A Uber anunciou a 14 de maio que vai expandir a sua presença de engenharia na Índia, com dois novos campus em Bengaluru e Hyderabad, prevendo acomodar aproximadamente 9,6 mil funcionários até ao final de 2027. A empresa também planeia estabelecer o seu primeiro centro de dados local através de uma parceria com o conglomerado indiano Adani Group, com a instalação prevista para entrar em funcionamento no 4.º trimestre de 2026. A expansão reflete o compromisso da Uber com a Índia como um grande centro de engenharia, enquanto compete com a empresa local de transporte por encomenda Rapido e diversifica-se para além dos serviços de transporte.
Foco na Expansão e Contratação
Neste momento, a Uber emprega aproximadamente 3,5 mil pessoas na Índia. A empresa está a contratar ativamente para funções em inteligência artificial, aprendizagem automática, operações de veículos autónomos e infraestruturas de back-end. Estes esforços de contratação alinham-se com a estratégia mais alargada da Uber para desenvolver capacidades de IA e de aprendizagem automática no mercado indiano.
Parceria para Centro de Dados com a Adani Group
A parceria com o Adani Group representa uma abordagem estratégica para estabelecer infraestruturas de computação na Índia. Em vez de construir de forma independente, a Uber optou por colaborar com o conglomerado indiano, que opera nos setores de infraestruturas, energia e logística. Esta parceria dá à Uber acesso a terrenos e recursos de energia, ambos requisitos críticos para as operações de centros de dados.

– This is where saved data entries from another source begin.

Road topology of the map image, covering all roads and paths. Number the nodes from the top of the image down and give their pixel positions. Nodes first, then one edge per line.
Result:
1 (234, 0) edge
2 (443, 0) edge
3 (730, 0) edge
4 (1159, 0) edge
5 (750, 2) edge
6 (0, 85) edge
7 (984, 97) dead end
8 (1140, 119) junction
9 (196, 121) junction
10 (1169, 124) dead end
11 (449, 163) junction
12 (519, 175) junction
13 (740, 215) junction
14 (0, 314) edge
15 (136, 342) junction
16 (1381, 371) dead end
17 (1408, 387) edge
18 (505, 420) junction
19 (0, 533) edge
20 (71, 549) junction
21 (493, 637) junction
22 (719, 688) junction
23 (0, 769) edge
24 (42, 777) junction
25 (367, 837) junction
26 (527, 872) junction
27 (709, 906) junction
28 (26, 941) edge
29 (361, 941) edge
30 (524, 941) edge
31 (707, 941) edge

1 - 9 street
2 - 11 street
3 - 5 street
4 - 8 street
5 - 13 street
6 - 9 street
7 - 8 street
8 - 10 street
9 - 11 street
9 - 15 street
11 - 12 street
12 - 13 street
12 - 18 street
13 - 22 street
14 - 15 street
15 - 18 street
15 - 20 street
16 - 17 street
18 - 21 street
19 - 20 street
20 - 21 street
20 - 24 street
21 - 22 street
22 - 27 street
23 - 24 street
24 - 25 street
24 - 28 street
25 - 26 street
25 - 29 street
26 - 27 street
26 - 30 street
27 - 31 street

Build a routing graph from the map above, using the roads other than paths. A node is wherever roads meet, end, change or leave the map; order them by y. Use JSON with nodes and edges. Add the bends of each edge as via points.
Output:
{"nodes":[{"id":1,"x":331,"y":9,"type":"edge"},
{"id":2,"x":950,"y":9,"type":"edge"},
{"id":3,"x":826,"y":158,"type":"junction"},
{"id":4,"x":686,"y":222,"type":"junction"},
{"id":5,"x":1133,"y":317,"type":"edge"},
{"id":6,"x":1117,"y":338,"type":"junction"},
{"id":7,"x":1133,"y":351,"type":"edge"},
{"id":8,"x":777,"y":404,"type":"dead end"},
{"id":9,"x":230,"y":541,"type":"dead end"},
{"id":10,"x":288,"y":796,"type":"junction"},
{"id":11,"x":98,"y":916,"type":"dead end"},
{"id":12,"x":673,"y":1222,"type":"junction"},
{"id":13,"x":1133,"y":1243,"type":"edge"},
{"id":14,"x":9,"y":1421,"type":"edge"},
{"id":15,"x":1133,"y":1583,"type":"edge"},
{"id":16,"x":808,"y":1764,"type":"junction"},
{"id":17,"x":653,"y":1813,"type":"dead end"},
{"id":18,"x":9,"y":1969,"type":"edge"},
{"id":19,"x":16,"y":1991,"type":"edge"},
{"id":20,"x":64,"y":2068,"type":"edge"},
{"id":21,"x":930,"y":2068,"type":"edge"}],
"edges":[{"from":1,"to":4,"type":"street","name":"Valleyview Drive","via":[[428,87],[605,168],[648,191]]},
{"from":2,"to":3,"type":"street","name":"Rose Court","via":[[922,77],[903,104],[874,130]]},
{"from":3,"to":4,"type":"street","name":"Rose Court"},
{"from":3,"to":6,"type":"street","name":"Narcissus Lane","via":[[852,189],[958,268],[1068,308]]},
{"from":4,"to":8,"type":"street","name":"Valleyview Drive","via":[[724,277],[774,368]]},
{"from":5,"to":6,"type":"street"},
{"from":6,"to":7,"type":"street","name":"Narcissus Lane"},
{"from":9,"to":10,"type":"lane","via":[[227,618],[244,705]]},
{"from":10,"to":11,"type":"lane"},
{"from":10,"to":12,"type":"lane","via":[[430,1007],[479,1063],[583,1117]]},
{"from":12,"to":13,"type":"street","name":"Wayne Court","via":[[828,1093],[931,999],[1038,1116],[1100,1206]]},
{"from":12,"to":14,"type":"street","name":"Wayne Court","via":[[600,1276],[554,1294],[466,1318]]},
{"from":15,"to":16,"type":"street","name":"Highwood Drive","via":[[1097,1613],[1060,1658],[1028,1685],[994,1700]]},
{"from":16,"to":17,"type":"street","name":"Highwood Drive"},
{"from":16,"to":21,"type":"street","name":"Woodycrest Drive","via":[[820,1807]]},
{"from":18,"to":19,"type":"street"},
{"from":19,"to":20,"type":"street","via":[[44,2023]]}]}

O projeto do centro de dados da Adani integra-se numa iniciativa mais vasta de infraestruturas na Índia. A Adani Enterprises está, em simultâneo, a desenvolver o que foi descrito como o maior campus de centro de dados de IA da Índia em Visakhapatnam através da AdaniConneX, envolvendo a Google, a Bharti Airtel (uma operadora de telecomunicações indiana) e outros parceiros, com um investimento estimado de 15 mil milhões de dólares, repartido entre 2026 e 2030.
Contexto Estratégico
A expansão da Uber na Índia surge na sequência de um investimento de 330 milhões de dólares na sua unidade indiana no início de 2026. A Índia tornou-se uma importante base de engenharia para empresas tecnológicas globais, e esta expansão sublinha a crescente importância da capacidade local de computação impulsionada por requisitos de localização de dados e pela procura crescente de infraestruturas de IA.